We only accept classes with labels that are exactly the same…

	<ACCEPTANCE>
		<THRESHOLD>1</THRESHOLD>
		<FILE>bb-ob-exact.ttl</FILE>
		<RELATION>skos:exactMatch</RELATION>
	</ACCEPTANCE>

… but we collect class pairs with similar labels as well2</sup>, which we will have to validate manually more closely later:

	<REVIEW>
		<THRESHOLD>0.8</THRESHOLD>
		<FILE>bb-ob-close.ttl</FILE>
		<RELATION>skos:closeMatch</RELATION>
	</REVIEW>

	<EXECUTION>
		<REWRITER>default</REWRITER>
		<PLANNER>default</PLANNER>
		<ENGINE>default</ENGINE>
	</EXECUTION>

	<OUTPUT>TAB</OUTPUT>
</LIMES>

Results

The preliminary matching results in 110 exact label matches and 149 similar label matches. Compared to the 80 existing manually created links, 62 are rediscovered as an exact match, 1 is rediscovered as an similar match, 17 are not found again, which leaves 48 new exact matches and 148 new similar matches. The new links need manual verification and closeless rating through choosing between skos:exactMatch, skos:closeMatch and so on (see SNIK wiki).

Future Work

In the near future, will manually rate all link candidates generated here and add the accepted ones to the SNIK ontologies.

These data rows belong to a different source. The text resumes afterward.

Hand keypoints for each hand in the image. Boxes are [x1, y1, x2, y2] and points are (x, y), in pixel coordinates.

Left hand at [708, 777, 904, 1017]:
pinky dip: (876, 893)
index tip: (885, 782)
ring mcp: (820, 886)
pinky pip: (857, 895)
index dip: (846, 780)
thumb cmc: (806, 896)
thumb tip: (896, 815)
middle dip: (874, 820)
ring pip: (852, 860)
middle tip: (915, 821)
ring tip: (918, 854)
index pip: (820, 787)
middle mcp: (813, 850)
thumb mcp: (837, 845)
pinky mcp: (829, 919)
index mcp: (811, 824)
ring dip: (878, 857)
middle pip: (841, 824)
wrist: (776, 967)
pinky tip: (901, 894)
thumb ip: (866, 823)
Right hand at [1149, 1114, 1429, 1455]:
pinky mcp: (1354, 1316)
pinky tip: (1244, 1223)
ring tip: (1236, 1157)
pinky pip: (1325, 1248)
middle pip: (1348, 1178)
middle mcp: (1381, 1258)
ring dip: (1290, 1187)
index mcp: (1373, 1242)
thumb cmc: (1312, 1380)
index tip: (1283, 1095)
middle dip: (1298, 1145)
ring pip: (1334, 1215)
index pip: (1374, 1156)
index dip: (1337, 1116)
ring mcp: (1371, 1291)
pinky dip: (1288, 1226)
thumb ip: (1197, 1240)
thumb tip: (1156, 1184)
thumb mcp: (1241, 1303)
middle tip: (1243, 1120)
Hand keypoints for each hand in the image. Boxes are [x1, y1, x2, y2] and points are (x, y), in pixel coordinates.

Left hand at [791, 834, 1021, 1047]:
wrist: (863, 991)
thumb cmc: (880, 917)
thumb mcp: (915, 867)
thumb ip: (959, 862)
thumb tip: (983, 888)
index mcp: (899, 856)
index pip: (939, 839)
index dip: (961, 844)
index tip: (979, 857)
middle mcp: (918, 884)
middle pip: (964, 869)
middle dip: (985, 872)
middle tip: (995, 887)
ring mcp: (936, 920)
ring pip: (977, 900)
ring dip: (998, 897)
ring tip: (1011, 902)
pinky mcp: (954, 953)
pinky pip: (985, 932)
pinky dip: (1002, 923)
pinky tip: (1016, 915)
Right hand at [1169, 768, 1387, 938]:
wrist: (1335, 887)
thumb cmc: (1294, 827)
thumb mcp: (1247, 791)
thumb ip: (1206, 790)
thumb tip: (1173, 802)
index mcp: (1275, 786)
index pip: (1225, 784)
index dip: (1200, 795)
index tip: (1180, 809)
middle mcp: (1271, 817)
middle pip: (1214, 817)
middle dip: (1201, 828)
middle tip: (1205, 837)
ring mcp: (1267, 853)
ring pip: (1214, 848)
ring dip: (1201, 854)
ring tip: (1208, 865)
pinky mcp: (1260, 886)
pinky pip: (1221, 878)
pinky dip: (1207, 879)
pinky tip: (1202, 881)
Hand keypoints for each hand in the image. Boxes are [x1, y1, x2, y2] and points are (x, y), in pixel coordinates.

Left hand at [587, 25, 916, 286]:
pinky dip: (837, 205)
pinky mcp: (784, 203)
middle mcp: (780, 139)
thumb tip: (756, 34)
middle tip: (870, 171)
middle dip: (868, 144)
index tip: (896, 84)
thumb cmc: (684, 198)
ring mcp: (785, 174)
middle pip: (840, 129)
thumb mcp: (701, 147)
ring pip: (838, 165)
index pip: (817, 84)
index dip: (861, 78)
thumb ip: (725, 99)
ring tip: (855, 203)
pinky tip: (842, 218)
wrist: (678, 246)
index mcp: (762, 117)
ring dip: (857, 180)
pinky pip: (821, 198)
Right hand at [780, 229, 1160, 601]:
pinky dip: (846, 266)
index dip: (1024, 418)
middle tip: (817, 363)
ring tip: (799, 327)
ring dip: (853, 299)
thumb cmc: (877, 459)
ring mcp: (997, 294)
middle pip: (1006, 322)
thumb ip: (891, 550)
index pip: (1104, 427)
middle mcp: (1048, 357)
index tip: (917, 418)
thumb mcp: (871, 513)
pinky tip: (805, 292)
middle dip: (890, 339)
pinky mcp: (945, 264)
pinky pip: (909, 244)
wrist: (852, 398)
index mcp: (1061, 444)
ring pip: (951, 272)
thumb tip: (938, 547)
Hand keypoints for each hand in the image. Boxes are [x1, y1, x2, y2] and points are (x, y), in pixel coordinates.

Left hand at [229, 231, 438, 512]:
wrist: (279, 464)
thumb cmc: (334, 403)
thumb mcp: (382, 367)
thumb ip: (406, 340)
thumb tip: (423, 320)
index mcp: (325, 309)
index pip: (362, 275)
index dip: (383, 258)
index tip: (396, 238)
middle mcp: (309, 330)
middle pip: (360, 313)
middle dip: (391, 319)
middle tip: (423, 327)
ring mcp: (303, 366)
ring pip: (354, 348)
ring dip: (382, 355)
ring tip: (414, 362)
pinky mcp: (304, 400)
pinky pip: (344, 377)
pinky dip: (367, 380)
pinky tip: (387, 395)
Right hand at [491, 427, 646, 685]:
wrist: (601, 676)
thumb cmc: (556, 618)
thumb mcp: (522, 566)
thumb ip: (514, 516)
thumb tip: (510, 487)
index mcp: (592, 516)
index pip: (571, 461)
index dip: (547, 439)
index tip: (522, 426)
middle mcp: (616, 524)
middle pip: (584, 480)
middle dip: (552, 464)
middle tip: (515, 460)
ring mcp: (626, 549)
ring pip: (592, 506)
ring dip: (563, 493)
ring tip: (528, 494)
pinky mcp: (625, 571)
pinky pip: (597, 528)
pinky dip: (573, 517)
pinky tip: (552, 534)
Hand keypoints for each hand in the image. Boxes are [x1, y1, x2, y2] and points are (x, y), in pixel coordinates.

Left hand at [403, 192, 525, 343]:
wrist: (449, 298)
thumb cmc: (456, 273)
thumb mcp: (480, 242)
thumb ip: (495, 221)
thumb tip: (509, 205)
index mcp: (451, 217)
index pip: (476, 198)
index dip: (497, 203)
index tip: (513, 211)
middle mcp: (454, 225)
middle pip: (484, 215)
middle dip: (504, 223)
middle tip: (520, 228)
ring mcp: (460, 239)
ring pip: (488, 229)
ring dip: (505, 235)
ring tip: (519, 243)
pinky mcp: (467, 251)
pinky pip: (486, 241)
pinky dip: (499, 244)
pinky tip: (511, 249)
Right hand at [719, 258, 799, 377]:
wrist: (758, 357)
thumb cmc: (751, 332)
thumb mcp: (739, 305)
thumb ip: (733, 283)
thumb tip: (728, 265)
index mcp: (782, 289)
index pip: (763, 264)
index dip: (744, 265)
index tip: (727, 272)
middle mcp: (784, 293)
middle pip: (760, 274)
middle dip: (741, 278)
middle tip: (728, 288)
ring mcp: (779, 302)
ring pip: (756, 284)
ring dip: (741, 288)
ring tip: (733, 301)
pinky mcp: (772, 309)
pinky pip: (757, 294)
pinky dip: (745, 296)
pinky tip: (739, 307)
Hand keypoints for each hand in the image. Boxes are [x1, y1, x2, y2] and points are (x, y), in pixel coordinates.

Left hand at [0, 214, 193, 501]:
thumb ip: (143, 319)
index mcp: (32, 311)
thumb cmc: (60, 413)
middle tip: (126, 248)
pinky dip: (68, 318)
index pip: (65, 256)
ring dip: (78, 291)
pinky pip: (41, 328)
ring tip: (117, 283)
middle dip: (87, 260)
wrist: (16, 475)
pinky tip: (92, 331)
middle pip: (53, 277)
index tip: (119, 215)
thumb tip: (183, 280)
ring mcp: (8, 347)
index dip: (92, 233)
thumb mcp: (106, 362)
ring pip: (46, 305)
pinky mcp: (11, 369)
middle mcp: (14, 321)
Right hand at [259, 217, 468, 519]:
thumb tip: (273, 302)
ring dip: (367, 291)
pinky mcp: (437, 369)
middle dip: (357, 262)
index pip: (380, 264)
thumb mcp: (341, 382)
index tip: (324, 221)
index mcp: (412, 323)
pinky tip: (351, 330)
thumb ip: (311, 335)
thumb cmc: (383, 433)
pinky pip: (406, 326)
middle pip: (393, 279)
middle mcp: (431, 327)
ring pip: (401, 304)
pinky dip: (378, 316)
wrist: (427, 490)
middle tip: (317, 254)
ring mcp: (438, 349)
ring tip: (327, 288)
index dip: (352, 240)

We plan to incorporate more properties than just the label into the link metric, such as the:

Also, we will generate interlinks between all future subontologies and the other subontologies.

The task of interlinking has its roots in the database world, where it has a long tradition under the name of record matching with many relevant applications in integrating databases, for example between a library and a publisher. Failure to achieve record matching can be disastrous. For example, when hundreds of thousands of refugees came to Germany in 2015, different government institutions in different states didn’t match their databases so that much of the registration work had to be repeated many times, resulting in long wait times, missing statistics and high costs (German non-scientific source). Even worse, regionalism and data protection laws prevent a unified medical database, so that patients that are examined at one place may be examined again at another, leading to wasted time, money, wrong treatments, and heightened exposure to side effects of examination environments, such as X-rays in radiology or multidrug-resistant organisms in hospitals. Of course, hospitals communicate with each other but sending latters is extremely ineffective as compared to a common database and information that is not asked for will never be sent while it could have been automatically be checked if, for example, the patient has an allergy to a certain medication.

In the context of the Semantic Web, this task is called (entity/data) (inter-)linking, instance matching, record linkage, data deduplication, entity reconciliation or coreference resolution (source). The task of interlinking can be seen as a subtask of ontology matching (also called ontology alignment). For further reading, see Ontology Matching, Euzenat et al., 2013 (paywall with preview) and State of the Art on Ontology Alignment, Vargas-Vera et al. 2015, (paywall).

1 Execution: Java 8+ JRE, including JavaFX if using the GUI. Compilation: Java 8+ JDK including JavaFX, Maven. See also the installation manual and the FAQ.

2 For exact matches alone we wouldn’t have needed LIMES at all as they would be possible with a simple SPARQL query.